[Supplied data — start]

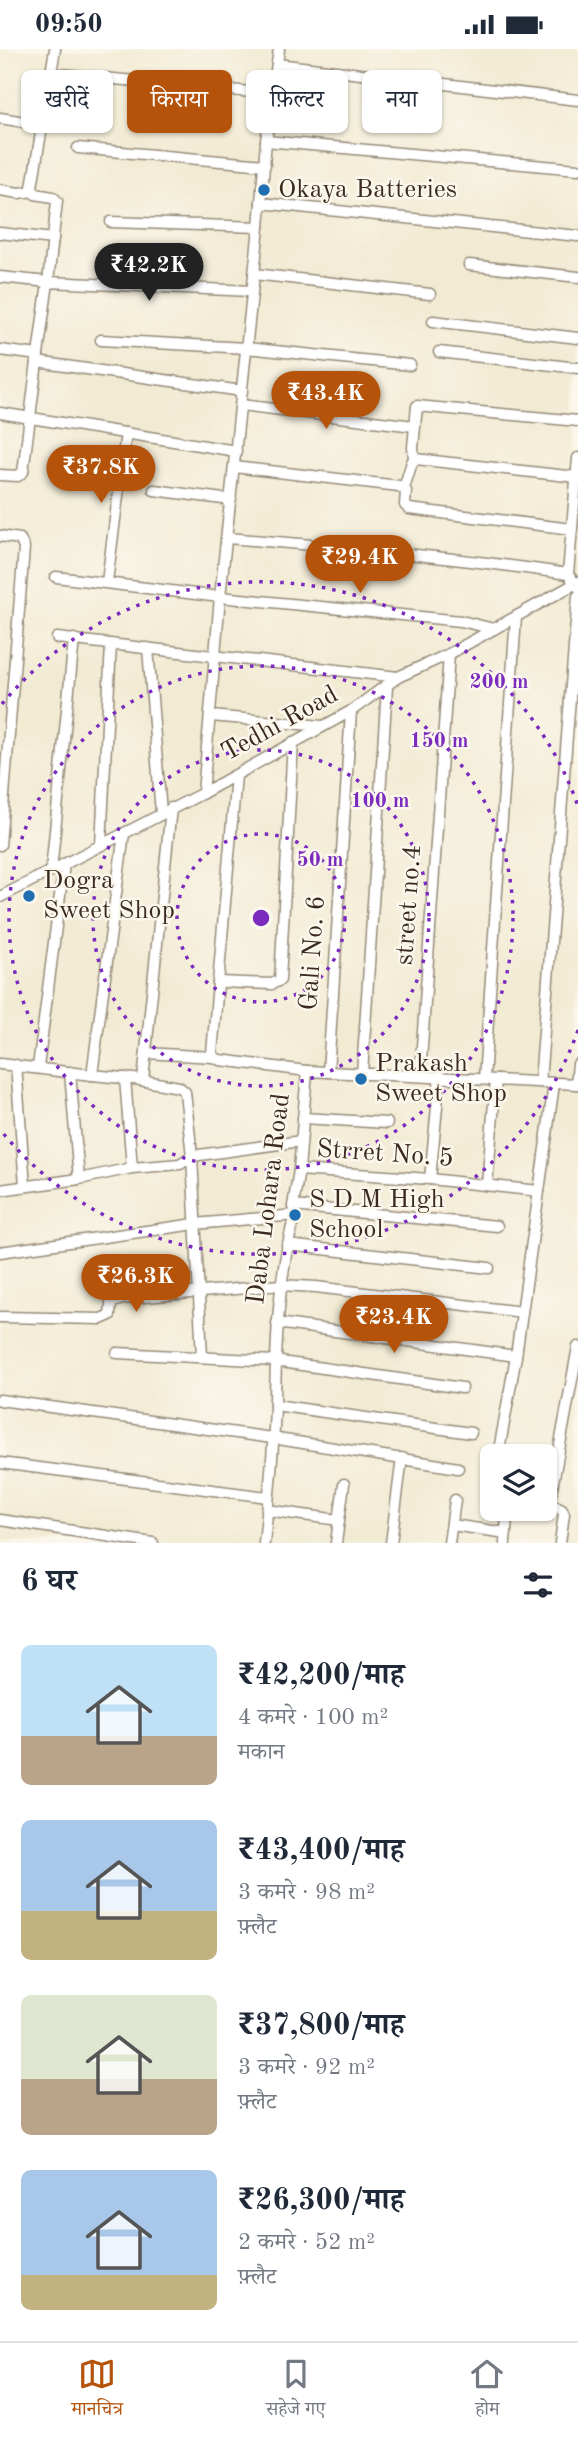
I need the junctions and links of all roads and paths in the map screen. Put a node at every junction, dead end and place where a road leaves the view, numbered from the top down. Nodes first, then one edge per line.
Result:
1 (55, 49) edge
2 (279, 49) edge
3 (277, 64) junction
4 (52, 70) edge
5 (276, 70) edge
6 (113, 79) edge
7 (246, 92) edge
8 (578, 100) edge
9 (0, 118) edge
10 (21, 121) edge
11 (42, 133) edge
12 (267, 133) edge
13 (266, 141) junction
14 (78, 148) dead end
15 (265, 165) junction
16 (578, 169) edge
17 (0, 190) edge
18 (34, 191) junction
19 (261, 203) junction
20 (111, 222) dead end
21 (259, 227) junction
22 (0, 233) edge
23 (578, 236) edge
24 (53, 239) junction
25 (469, 265) dead end
26 (254, 274) junction
27 (0, 277) edge
28 (578, 277) edge
29 (48, 282) junction
30 (252, 291) junction
31 (430, 294) dead end
32 (433, 321) dead end
33 (578, 338) edge
34 (101, 340) dead end
35 (246, 348) junction
36 (0, 350) edge
37 (439, 352) dead end
38 (37, 358) junction
39 (410, 365) dead end
40 (578, 368) edge
41 (243, 391) junction
42 (241, 405) junction
43 (0, 413) edge
44 (29, 416) junction
45 (578, 421) edge
46 (414, 426) junction
47 (125, 433) junction
48 (236, 451) junction
49 (414, 460) junction
50 (578, 460) edge
51 (234, 467) junction
52 (0, 475) edge
53 (576, 477) junction
54 (404, 488) junction
55 (154, 490) dead end
56 (231, 500) junction
57 (572, 529) junction
58 (0, 536) edge
59 (227, 538) junction
60 (56, 577) dead end
61 (107, 582) junction
62 (575, 582) edge
63 (578, 596) edge
64 (220, 597) junction
65 (516, 617) junction
66 (494, 629) junction
67 (57, 638) dead end
68 (74, 639) junction
69 (111, 644) junction
70 (148, 648) junction
71 (449, 654) junction
72 (216, 655) junction
73 (398, 677) junction
74 (387, 687) junction
75 (351, 711) junction
76 (211, 716) junction
77 (323, 726) junction
78 (293, 742) junction
79 (236, 775) junction
80 (203, 793) junction
81 (166, 810) junction
82 (124, 833) junction
83 (0, 845) edge
84 (101, 845) junction
85 (64, 864) junction
86 (51, 871) junction
87 (0, 897) edge
88 (218, 982) junction
89 (146, 1053) junction
90 (213, 1056) junction
91 (0, 1064) edge
92 (16, 1065) junction
93 (578, 1065) edge
94 (38, 1067) junction
95 (307, 1071) junction
96 (70, 1072) junction
97 (328, 1072) junction
98 (362, 1074) junction
99 (92, 1075) junction
100 (420, 1075) junction
101 (440, 1076) junction
102 (125, 1078) junction
103 (490, 1079) junction
104 (140, 1080) junction
105 (540, 1082) junction
106 (554, 1084) junction
107 (577, 1084) edge
108 (303, 1118) junction
109 (387, 1123) dead end
110 (301, 1141) junction
111 (192, 1156) junction
112 (132, 1168) junction
113 (299, 1170) junction
114 (79, 1179) junction
115 (430, 1179) junction
116 (487, 1185) junction
117 (25, 1186) junction
118 (0, 1190) edge
119 (539, 1191) junction
120 (294, 1210) junction
121 (195, 1224) junction
122 (497, 1226) dead end
123 (287, 1245) junction
124 (0, 1252) edge
125 (489, 1268) dead end
126 (279, 1285) junction
127 (200, 1293) junction
128 (522, 1312) junction
129 (0, 1317) edge
130 (277, 1322) junction
131 (578, 1347) edge
132 (117, 1353) dead end
133 (516, 1356) junction
134 (202, 1357) junction
135 (274, 1361) junction
136 (462, 1388) dead end
137 (0, 1400) edge
138 (275, 1405) junction
139 (471, 1433) dead end
140 (272, 1438) junction
141 (500, 1444) edge
142 (402, 1458) junction
143 (0, 1463) edge
144 (458, 1468) dead end
145 (344, 1484) dead end
146 (268, 1497) junction
147 (456, 1500) dead end
148 (267, 1510) junction
149 (0, 1520) edge
150 (339, 1520) junction
151 (452, 1525) junction
152 (506, 1538) edge
153 (153, 1543) edge
154 (264, 1543) edge
155 (336, 1543) edge
156 (391, 1543) edge
157 (449, 1543) edge
158 (560, 1543) edge

1 - 4 street
2 - 3 street
3 - 5 street
3 - 8 street
6 - 7 street
9 - 10 street
11 - 18 street
12 - 13 street
13 - 15 street
13 - 16 street
14 - 15 street
15 - 19 street
17 - 18 street
18 - 24 street
19 - 21 street
19 - 23 street
20 - 21 street
21 - 26 street
22 - 24 street
24 - 29 street
25 - 28 street
26 - 30 street
26 - 31 street
27 - 29 street
29 - 30 street
29 - 38 street
30 - 35 street
32 - 33 street
34 - 35 street
35 - 39 street
35 - 41 street
36 - 38 street
37 - 40 street
38 - 41 street
38 - 44 street
41 - 42 street
42 - 46 street
42 - 48 street
43 - 44 street
44 - 47 street
44 - 52 street
45 - 46 street
46 - 49 street
47 - 48 street
47 - 61 street
48 - 51 street
49 - 53 street
49 - 54 street
50 - 53 street
51 - 54 street
51 - 56 street
53 - 57 street
54 - 57 street
55 - 56 street
56 - 59 street
57 - 62 street
58 - 83 street
59 - 62 street
59 - 64 street
60 - 61 street
61 - 64 street
62 - 65 street, Tedhi Road
63 - 105 street
64 - 66 street
64 - 72 street
65 - 66 street, Tedhi Road
65 - 103 street
66 - 71 street, Tedhi Road
67 - 68 street
68 - 69 street
68 - 86 street
69 - 70 street
69 - 84 street
70 - 72 street
70 - 81 street
71 - 73 street, Tedhi Road
71 - 100 street, street no.4
72 - 73 street
72 - 76 street
73 - 74 street, Tedhi Road
74 - 75 street, Tedhi Road
74 - 98 street
75 - 77 street, Tedhi Road
75 - 97 street, Gali No. 6
76 - 77 street
76 - 80 street
77 - 78 street, Tedhi Road
78 - 79 street, Tedhi Road
78 - 88 street
79 - 80 street, Tedhi Road
79 - 88 street
80 - 81 street, Tedhi Road
81 - 82 street, Tedhi Road
81 - 89 street
82 - 84 street, Tedhi Road
82 - 99 street
84 - 85 street, Tedhi Road
85 - 86 street, Tedhi Road
85 - 94 street
86 - 87 street, Tedhi Road
88 - 90 street
89 - 90 street, Daba Lohara Road
89 - 104 street
90 - 95 street, Daba Lohara Road
91 - 92 street
92 - 94 street
92 - 117 street
93 - 107 street
94 - 96 street
95 - 97 street
95 - 108 street, Daba Lohara Road
96 - 99 street
96 - 114 street
97 - 98 street
98 - 100 street
99 - 102 street
100 - 101 street
101 - 103 street
101 - 115 street
102 - 104 street
102 - 112 street
103 - 105 street
103 - 116 street
104 - 111 street
105 - 106 street
106 - 107 street
106 - 119 street
108 - 109 street
108 - 110 street, Daba Lohara Road
110 - 111 street
110 - 113 street, Daba Lohara Road
111 - 112 street
111 - 121 street
112 - 114 street
113 - 115 street, Strret No. 5
113 - 120 street, Daba Lohara Road
114 - 117 street
115 - 116 street, Strret No. 5
116 - 119 street, Strret No. 5
117 - 118 street
119 - 128 street
120 - 121 street
120 - 122 street
120 - 123 street, Daba Lohara Road
121 - 124 street
121 - 127 street
123 - 125 street
123 - 126 street, Daba Lohara Road
126 - 127 street
126 - 128 street
126 - 130 street, Daba Lohara Road
127 - 129 street
127 - 134 street
128 - 133 street
130 - 133 street
130 - 135 street, Daba Lohara Road
131 - 158 street
132 - 134 street
133 - 141 street
134 - 135 street
135 - 136 street
135 - 138 street, Daba Lohara Road
137 - 140 street
138 - 139 street
138 - 140 street, Daba Lohara Road
140 - 142 street
140 - 146 street, Daba Lohara Road
142 - 144 street
142 - 156 street
143 - 146 street
145 - 150 street
146 - 148 street, Daba Lohara Road
147 - 151 street
148 - 150 street
148 - 154 street, Daba Lohara Road
149 - 153 street
150 - 155 street
151 - 152 street
151 - 157 street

[Supplied data — finish]

◆ **What needs to be done**: Find the lines above that hold "Strret", then copy each of them.

◆ **Your solution**:
113 - 115 street, Strret No. 5
115 - 116 street, Strret No. 5
116 - 119 street, Strret No. 5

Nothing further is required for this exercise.